FTSE 100 shares are surging as good news about the economy is alleviating recession fears among investors. As macroeconomic conditions show budding signs of improvement, I’m bullish on UK shares in 2023.
I think there are several bargains in London’s blue-chip index. Despite the wider rise, the share prices of multiple Footsie companies are down on a 12-month basis. In this context, I’m looking for discounted valuations with a view to adding cheap stocks to my portfolio.
Let’s explore three I intend to buy next week.
GSK
The GSK (LSE: GSK) share price fell 13% over the past year.
Although the pharmaceutical stock has lagged behind competitors like AstraZeneca, I think it could bounce back in 2023.
GSK shares recently received an uplift following a US judge’s dismissal of 50,000 personal injury claims alleging that the firm’s former heartburn medication Zantac caused cancer.
Although the ruling can be appealed, this development is a huge positive for the company. Analysts’ estimates for the potential compensation liability ranged from $17bn to $45bn.
After demerging its consumer health arm Haleon last year, the newly streamlined GSK focuses on biotech opportunities from drug and vaccine development.
This appears to have benefited its financial position. The company recently lifted its full-year 2022 guidance, projecting sales growth between 8% and 10% and adjusted operating profit growth between 15% and 17%.
The business faces risks from the expiry of patents protecting its HIV drug Dolutegravir in 2027 and 2029. This could hurt the share price, but I’m optimistic GSK can replace lost revenue with candidate medicines and vaccines in its R&D pipeline.
Taylor Wimpey
The Taylor Wimpey (LSE: TW) share price has tumbled 29% over 12 months.
I believe the housebuilder could be a contrarian play that should benefit if the housing market exceeds gloomy expectations this year.
Rising mortgage rates are a challenge for Taylor Wimpey shares. Property firm Savills predicts house prices could drop by 10% this year, which would be a headwind to growth.
Nonetheless, with the company trading at an attractive price-to-earnings ratio just above 7, I think there’s a good chance negative forecasts are priced in.
If UK inflation falls faster than expected, the Bank of England could pause further rate hikes. This would potentially lead to an uptick in housing market activity, likely benefiting Taylor Wimpey in the process.
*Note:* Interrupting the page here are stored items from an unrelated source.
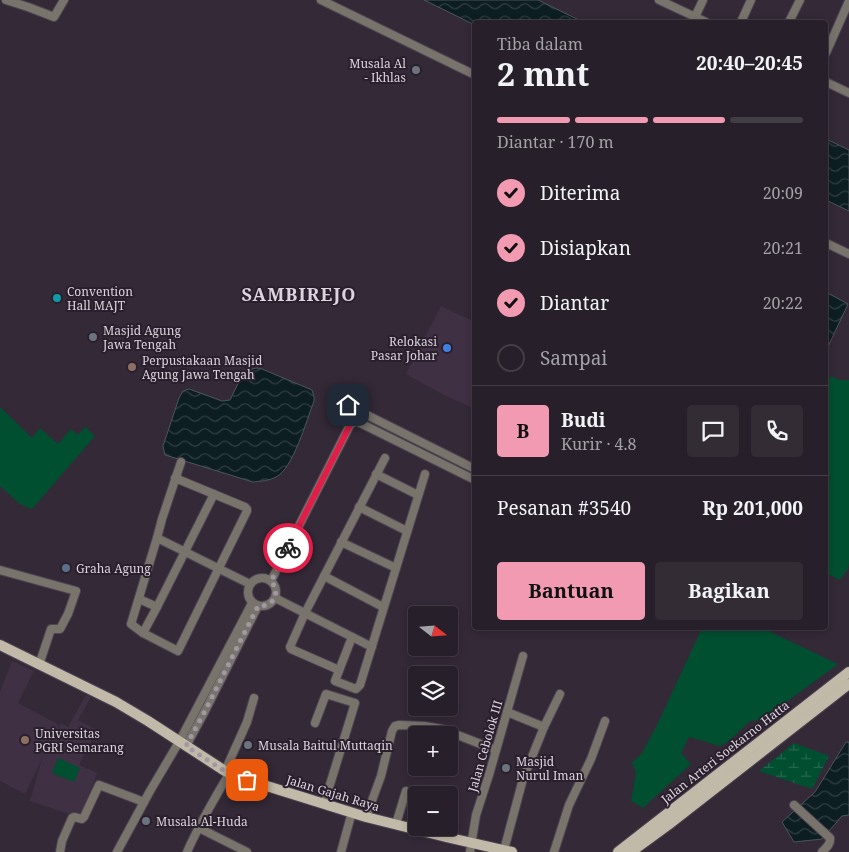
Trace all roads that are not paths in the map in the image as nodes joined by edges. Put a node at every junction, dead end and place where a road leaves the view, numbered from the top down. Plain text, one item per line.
1 (6, 0) edge
2 (64, 0) edge
3 (321, 0) edge
4 (659, 0) edge
5 (702, 0) edge
6 (752, 0) edge
7 (800, 0) edge
8 (849, 1) edge
9 (30, 3) edge
10 (694, 17) junction
11 (701, 20) edge
12 (742, 20) edge
13 (790, 20) edge
14 (828, 49) edge
15 (472, 73) edge
16 (828, 83) edge
17 (849, 93) edge
18 (828, 244) edge
19 (849, 254) edge
20 (359, 411) junction
21 (354, 422) junction
22 (385, 458) dead end
23 (182, 462) dead end
24 (472, 468) edge
25 (376, 474) junction
26 (425, 474) dead end
27 (175, 478) junction
28 (472, 479) edge
29 (214, 494) junction
30 (418, 496) junction
31 (359, 507) junction
32 (407, 530) junction
33 (157, 538) junction
34 (341, 542) junction
35 (186, 552) junction
36 (218, 568) junction
37 (396, 568) junction
38 (0, 570) edge
39 (324, 576) junction
40 (271, 581) junction
41 (250, 584) junction
42 (139, 598) junction
43 (275, 598) junction
44 (255, 604) junction
45 (157, 607) junction
46 (383, 608) junction
47 (305, 613) junction
48 (142, 634) junction
49 (352, 637) junction
50 (0, 645) edge
51 (372, 647) junction
52 (523, 656) dead end
53 (39, 665) junction
54 (339, 670) junction
55 (849, 672) edge
56 (849, 684) edge
57 (560, 694) dead end
58 (254, 698) dead end
59 (197, 707) junction
60 (205, 711) junction
61 (507, 712) junction
62 (605, 721) dead end
63 (315, 723) dead end
64 (544, 727) junction
65 (182, 744) junction
66 (496, 750) junction
67 (227, 772) junction
68 (406, 791) dead end
69 (144, 802) junction
70 (324, 804) junction
71 (794, 804) dead end
72 (352, 812) junction
73 (366, 817) junction
74 (396, 824) junction
75 (408, 827) edge
76 (199, 828) junction
77 (436, 836) edge
78 (471, 848) edge
79 (641, 848) edge
80 (508, 851) edge
81 (60, 852) edge
82 (117, 852) edge
83 (187, 852) edge
84 (247, 852) edge
85 (341, 852) edge
86 (554, 852) edge
87 (618, 852) edge
88 (631, 852) edge
89 (822, 852) edge

1 - 9 street
2 - 9 street
3 - 15 street
4 - 10 street
5 - 10 street
6 - 12 street
7 - 13 street
8 - 14 street
10 - 11 street
16 - 17 street
18 - 19 street
20 - 21 street
20 - 21 street
20 - 24 street
21 - 28 street
21 - 40 street
22 - 25 street
23 - 27 street
25 - 30 street
25 - 31 street
26 - 30 street
27 - 29 street
27 - 33 street
29 - 35 street
29 - 36 street
30 - 32 street
31 - 32 street
31 - 34 street
32 - 37 street
33 - 35 street
33 - 42 street
34 - 37 street
34 - 39 street
35 - 36 street
35 - 45 street
36 - 41 street
36 - 48 street
37 - 46 street
38 - 53 street
39 - 46 street
39 - 47 street
40 - 41 street
40 - 43 street
41 - 44 street
42 - 45 street
42 - 48 street
43 - 44 street
43 - 47 street
44 - 59 street
44 - 60 street
45 - 48 street
46 - 51 street
47 - 49 street
47 - 54 street
49 - 51 street
49 - 54 street
50 - 53 main road, Jalan Gajah Raya
51 - 54 street
52 - 61 street, Jalan Cebolok III
53 - 65 main road, Jalan Gajah Raya
55 - 87 main road, Jalan Arteri Soekarno Hatta
56 - 79 main road, Jalan Arteri Soekarno Hatta
57 - 64 street
58 - 67 street
59 - 60 street
59 - 65 street
60 - 65 street
61 - 64 street
61 - 66 street, Jalan Cebolok III
62 - 86 street
63 - 70 street
64 - 80 street
65 - 67 main road, Jalan Gajah Raya
65 - 69 street
66 - 73 street
66 - 78 street, Jalan Cebolok III
67 - 70 main road, Jalan Gajah Raya
67 - 76 street
68 - 74 street
69 - 81 street
69 - 82 street
70 - 72 main road, Jalan Gajah Raya
71 - 89 street
72 - 73 main road, Jalan Gajah Raya
72 - 85 street
73 - 74 main road, Jalan Gajah Raya
74 - 75 main road, Jalan Gajah Raya
76 - 83 street
76 - 84 street
77 - 78 main road, Jalan Gajah Raya
78 - 80 main road, Jalan Gajah Raya
79 - 88 main road, Jalan Arteri Soekarno Hatta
What’s more, there’s a juicy 8% dividend yield on offer. I consider the risk/reward profile to be appealing and I’ll enter a position next week.
Tesco
The Tesco (LSE: TSCO) share price is down 15% compared to a year ago.
The supermarket recently revealed bumper Christmas sales, defying worries that shoppers would pinch pennies in the cost-of-living crisis.
Few FTSE 100 shares are immune to high inflation, but supermarket stocks are particularly vulnerable. The discounting war driven by budget chains like Aldi and Lidl compounds this, forcing Tesco’s margins down in its efforts to price-match.
Nonetheless, it was the only major grocer to increase its market share versus pre-pandemic levels over Christmas.
There was particular strength in fresh food, with sales up 8.1%. In addition, online sales are now 59% higher than before the pandemic.